=== To do ===
Exclude all pictures, then copy each of the records exactly as written.

=== Input for this task ===
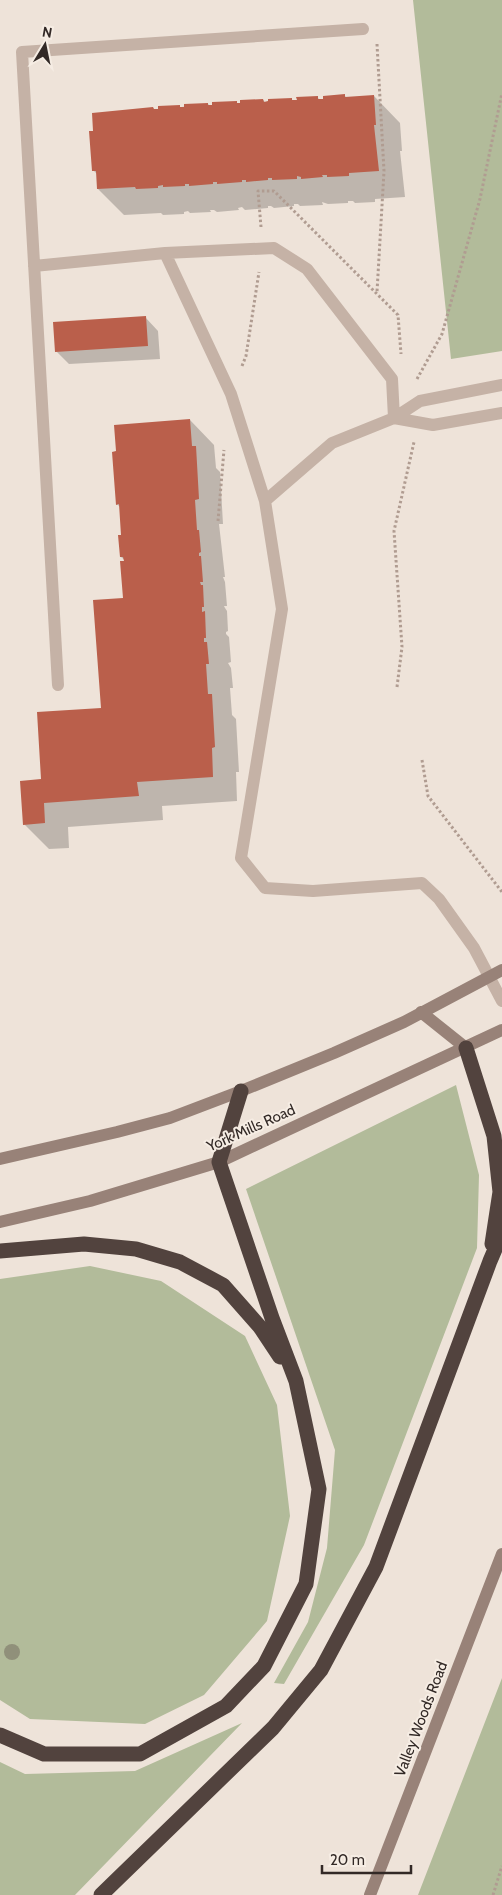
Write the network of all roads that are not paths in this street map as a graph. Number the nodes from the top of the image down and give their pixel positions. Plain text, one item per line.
1 (363, 29) road end
2 (164, 253) junction
3 (34, 266) junction
4 (502, 385) edge
5 (502, 413) edge
6 (392, 419) junction
7 (265, 500) junction
8 (58, 685) dead end
9 (502, 970) edge
10 (488, 977) junction
11 (502, 1001) edge
12 (421, 1012) junction
13 (502, 1030) edge
14 (466, 1048) junction
15 (241, 1091) junction
16 (0, 1159) edge
17 (219, 1162) junction
18 (0, 1222) edge
19 (502, 1233) edge
20 (0, 1251) edge
21 (490, 1261) junction
22 (296, 1381) junction
23 (502, 1554) edge
24 (0, 1735) edge
25 (101, 1895) edge
26 (370, 1895) edge

1 - 3 lane
2 - 3 lane
2 - 6 lane
2 - 7 lane
3 - 8 lane
4 - 6 lane
5 - 6 lane
6 - 7 lane
7 - 10 lane
9 - 10 main road
10 - 11 lane
10 - 12 main road
12 - 14 main road
12 - 15 main road
13 - 14 main road, York Mills Road
14 - 17 main road, York Mills Road
14 - 21 highway
15 - 16 main road
15 - 17 highway
17 - 18 main road, York Mills Road
17 - 22 highway
19 - 21 highway
20 - 22 highway
21 - 25 highway
22 - 24 highway
23 - 26 main road, Valley Woods Road

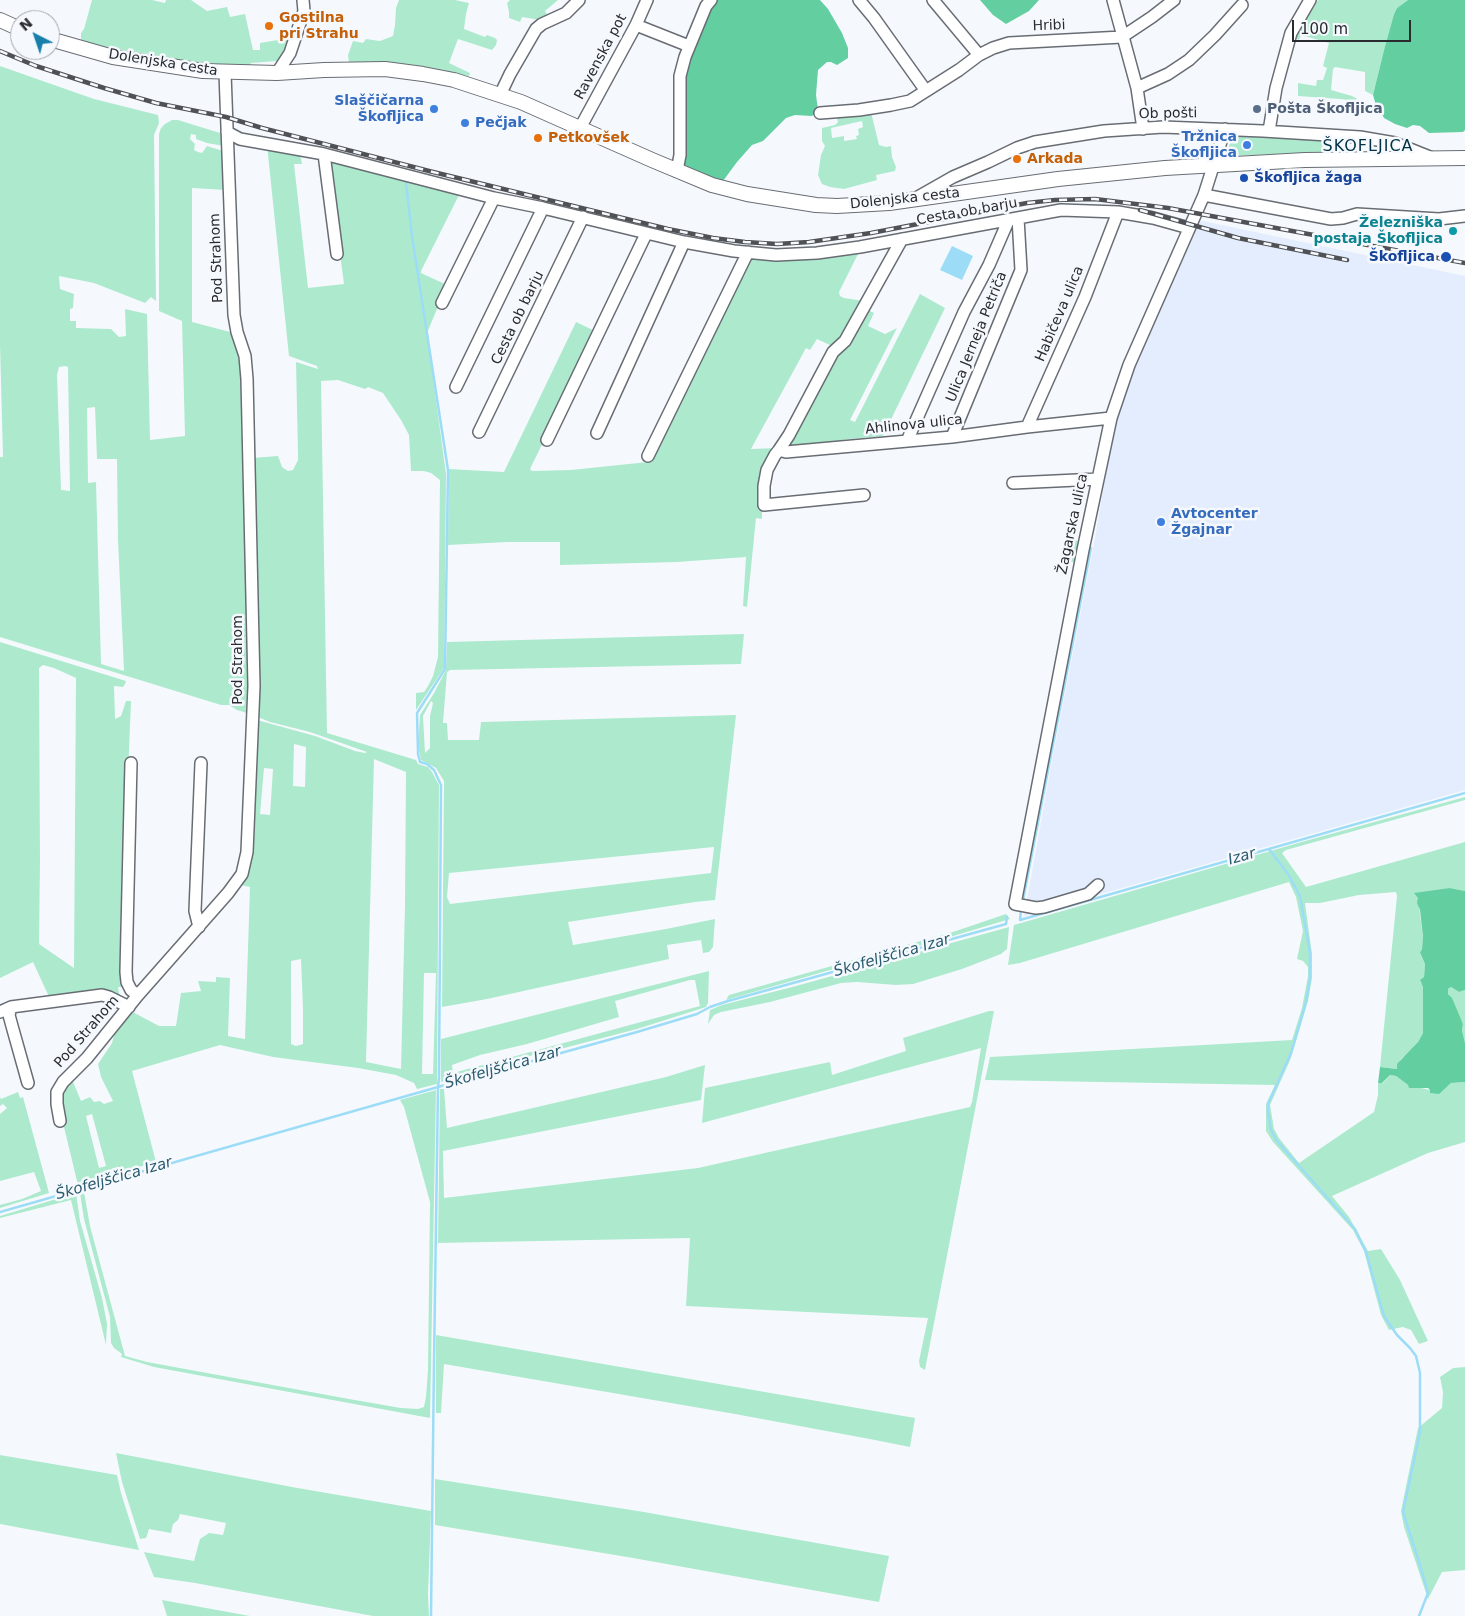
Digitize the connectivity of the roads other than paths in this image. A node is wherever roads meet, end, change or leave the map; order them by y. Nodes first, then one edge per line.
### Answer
1 (303, 0) edge
2 (579, 0) edge
3 (647, 0) edge
4 (711, 0) edge
5 (859, 0) edge
6 (933, 0) edge
7 (1113, 0) edge
8 (1174, 0) edge
9 (1310, 0) edge
10 (1242, 5) dead end
11 (636, 25) junction
12 (1122, 37) junction
13 (60, 42) edge
14 (689, 46) junction
15 (979, 55) junction
16 (225, 73) junction
17 (277, 73) junction
18 (1137, 88) junction
19 (926, 91) junction
20 (500, 94) junction
21 (820, 113) dead end
22 (580, 128) junction
23 (1142, 129) junction
24 (1225, 129) junction
25 (1269, 131) junction
26 (227, 132) junction
27 (324, 154) junction
28 (1465, 158) edge
29 (1436, 159) junction
30 (1214, 166) junction
31 (677, 171) junction
32 (1204, 195) junction
33 (494, 198) junction
34 (912, 200) junction
35 (543, 208) junction
36 (1118, 212) junction
37 (1465, 216) edge
38 (583, 217) junction
39 (1013, 218) junction
40 (1189, 228) junction
41 (646, 234) junction
42 (902, 239) junction
43 (684, 242) junction
44 (748, 252) junction
45 (337, 254) dead end
46 (442, 302) dead end
47 (456, 387) dead end
48 (1111, 418) junction
49 (1027, 427) junction
50 (479, 432) dead end
51 (596, 433) dead end
52 (952, 437) junction
53 (547, 440) dead end
54 (907, 441) junction
55 (779, 450) junction
56 (648, 456) dead end
57 (1098, 479) junction
58 (1012, 482) dead end
59 (864, 495) dead end
60 (201, 763) dead end
61 (131, 764) dead end
62 (1098, 885) dead end
63 (199, 927) junction
64 (138, 995) junction
65 (129, 1007) junction
66 (5, 1009) edge
67 (28, 1083) dead end
68 (60, 1121) dead end

1 - 17 street
2 - 20 street
3 - 11 street, Ravenska pot
4 - 14 street
5 - 19 street
6 - 15 street
7 - 12 street
8 - 12 street
9 - 25 street
10 - 18 street
11 - 14 street
11 - 22 street, Ravenska pot
12 - 15 street, Hribi
12 - 18 street
13 - 16 main road, Dolenjska cesta
14 - 31 street
15 - 19 street, Hribi
16 - 17 main road, Dolenjska cesta
16 - 26 street, Pod Strahom
17 - 20 main road, Dolenjska cesta
18 - 23 street
19 - 21 street, Hribi
20 - 22 main road, Dolenjska cesta
22 - 31 main road, Dolenjska cesta
23 - 24 street, Ob pošti
23 - 34 street, Ob pošti
24 - 25 street, Ob pošti
24 - 30 street, Žagarska ulica
25 - 29 street, Ob pošti
26 - 27 street, Cesta ob barju
26 - 63 street, Pod Strahom
27 - 33 street, Cesta ob barju
27 - 45 street
28 - 29 main road, Dolenjska cesta
29 - 30 main road, Dolenjska cesta
30 - 32 street, Žagarska ulica
30 - 34 main road, Dolenjska cesta
31 - 34 main road, Dolenjska cesta
32 - 37 street
32 - 40 street, Žagarska ulica
33 - 35 street, Cesta ob barju
33 - 46 street
35 - 38 street, Cesta ob barju
35 - 47 street, Cesta ob barju
36 - 39 street, Cesta ob barju
36 - 40 street, Cesta ob barju
36 - 49 street, Habičeva ulica
38 - 41 street, Cesta ob barju
38 - 50 street, Cesta ob barju
39 - 42 street, Cesta ob barju
39 - 52 street, Ulica Jerneja Petriča
39 - 54 street
40 - 48 street, Žagarska ulica
41 - 43 street, Cesta ob barju
41 - 53 street
42 - 44 street, Cesta ob barju
42 - 55 street
43 - 44 street, Cesta ob barju
43 - 51 street
44 - 56 street
48 - 49 street, Ahlinova ulica
48 - 57 street, Žagarska ulica
49 - 52 street, Ahlinova ulica
52 - 54 street, Ahlinova ulica
54 - 55 street, Ahlinova ulica
55 - 59 street
57 - 58 street
57 - 62 street, Žagarska ulica
60 - 63 street
61 - 64 street
63 - 64 street, Pod Strahom
64 - 65 street, Pod Strahom
65 - 66 street
65 - 68 street, Pod Strahom
66 - 67 street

=== Result ===
Write the network of all roads that are not paths in this street map as a graph. Number the nodes from the top of the image down and give their pixel positions. Plain text, one item per line.
1 (363, 29) road end
2 (164, 253) junction
3 (34, 266) junction
4 (502, 385) edge
5 (502, 413) edge
6 (392, 419) junction
7 (265, 500) junction
8 (58, 685) dead end
9 (502, 970) edge
10 (488, 977) junction
11 (502, 1001) edge
12 (421, 1012) junction
13 (502, 1030) edge
14 (466, 1048) junction
15 (241, 1091) junction
16 (0, 1159) edge
17 (219, 1162) junction
18 (0, 1222) edge
19 (502, 1233) edge
20 (0, 1251) edge
21 (490, 1261) junction
22 (296, 1381) junction
23 (502, 1554) edge
24 (0, 1735) edge
25 (101, 1895) edge
26 (370, 1895) edge

1 - 3 lane
2 - 3 lane
2 - 6 lane
2 - 7 lane
3 - 8 lane
4 - 6 lane
5 - 6 lane
6 - 7 lane
7 - 10 lane
9 - 10 main road
10 - 11 lane
10 - 12 main road
12 - 14 main road
12 - 15 main road
13 - 14 main road, York Mills Road
14 - 17 main road, York Mills Road
14 - 21 highway
15 - 16 main road
15 - 17 highway
17 - 18 main road, York Mills Road
17 - 22 highway
19 - 21 highway
20 - 22 highway
21 - 25 highway
22 - 24 highway
23 - 26 main road, Valley Woods Road

Digitize the connectivity of the roads other than paths in this image. A node is wherever roads meet, end, change or leave the map; order them by y. Nodes first, then one edge per line.
### Answer
1 (303, 0) edge
2 (579, 0) edge
3 (647, 0) edge
4 (711, 0) edge
5 (859, 0) edge
6 (933, 0) edge
7 (1113, 0) edge
8 (1174, 0) edge
9 (1310, 0) edge
10 (1242, 5) dead end
11 (636, 25) junction
12 (1122, 37) junction
13 (60, 42) edge
14 (689, 46) junction
15 (979, 55) junction
16 (225, 73) junction
17 (277, 73) junction
18 (1137, 88) junction
19 (926, 91) junction
20 (500, 94) junction
21 (820, 113) dead end
22 (580, 128) junction
23 (1142, 129) junction
24 (1225, 129) junction
25 (1269, 131) junction
26 (227, 132) junction
27 (324, 154) junction
28 (1465, 158) edge
29 (1436, 159) junction
30 (1214, 166) junction
31 (677, 171) junction
32 (1204, 195) junction
33 (494, 198) junction
34 (912, 200) junction
35 (543, 208) junction
36 (1118, 212) junction
37 (1465, 216) edge
38 (583, 217) junction
39 (1013, 218) junction
40 (1189, 228) junction
41 (646, 234) junction
42 (902, 239) junction
43 (684, 242) junction
44 (748, 252) junction
45 (337, 254) dead end
46 (442, 302) dead end
47 (456, 387) dead end
48 (1111, 418) junction
49 (1027, 427) junction
50 (479, 432) dead end
51 (596, 433) dead end
52 (952, 437) junction
53 (547, 440) dead end
54 (907, 441) junction
55 (779, 450) junction
56 (648, 456) dead end
57 (1098, 479) junction
58 (1012, 482) dead end
59 (864, 495) dead end
60 (201, 763) dead end
61 (131, 764) dead end
62 (1098, 885) dead end
63 (199, 927) junction
64 (138, 995) junction
65 (129, 1007) junction
66 (5, 1009) edge
67 (28, 1083) dead end
68 (60, 1121) dead end

1 - 17 street
2 - 20 street
3 - 11 street, Ravenska pot
4 - 14 street
5 - 19 street
6 - 15 street
7 - 12 street
8 - 12 street
9 - 25 street
10 - 18 street
11 - 14 street
11 - 22 street, Ravenska pot
12 - 15 street, Hribi
12 - 18 street
13 - 16 main road, Dolenjska cesta
14 - 31 street
15 - 19 street, Hribi
16 - 17 main road, Dolenjska cesta
16 - 26 street, Pod Strahom
17 - 20 main road, Dolenjska cesta
18 - 23 street
19 - 21 street, Hribi
20 - 22 main road, Dolenjska cesta
22 - 31 main road, Dolenjska cesta
23 - 24 street, Ob pošti
23 - 34 street, Ob pošti
24 - 25 street, Ob pošti
24 - 30 street, Žagarska ulica
25 - 29 street, Ob pošti
26 - 27 street, Cesta ob barju
26 - 63 street, Pod Strahom
27 - 33 street, Cesta ob barju
27 - 45 street
28 - 29 main road, Dolenjska cesta
29 - 30 main road, Dolenjska cesta
30 - 32 street, Žagarska ulica
30 - 34 main road, Dolenjska cesta
31 - 34 main road, Dolenjska cesta
32 - 37 street
32 - 40 street, Žagarska ulica
33 - 35 street, Cesta ob barju
33 - 46 street
35 - 38 street, Cesta ob barju
35 - 47 street, Cesta ob barju
36 - 39 street, Cesta ob barju
36 - 40 street, Cesta ob barju
36 - 49 street, Habičeva ulica
38 - 41 street, Cesta ob barju
38 - 50 street, Cesta ob barju
39 - 42 street, Cesta ob barju
39 - 52 street, Ulica Jerneja Petriča
39 - 54 street
40 - 48 street, Žagarska ulica
41 - 43 street, Cesta ob barju
41 - 53 street
42 - 44 street, Cesta ob barju
42 - 55 street
43 - 44 street, Cesta ob barju
43 - 51 street
44 - 56 street
48 - 49 street, Ahlinova ulica
48 - 57 street, Žagarska ulica
49 - 52 street, Ahlinova ulica
52 - 54 street, Ahlinova ulica
54 - 55 street, Ahlinova ulica
55 - 59 street
57 - 58 street
57 - 62 street, Žagarska ulica
60 - 63 street
61 - 64 street
63 - 64 street, Pod Strahom
64 - 65 street, Pod Strahom
65 - 66 street
65 - 68 street, Pod Strahom
66 - 67 street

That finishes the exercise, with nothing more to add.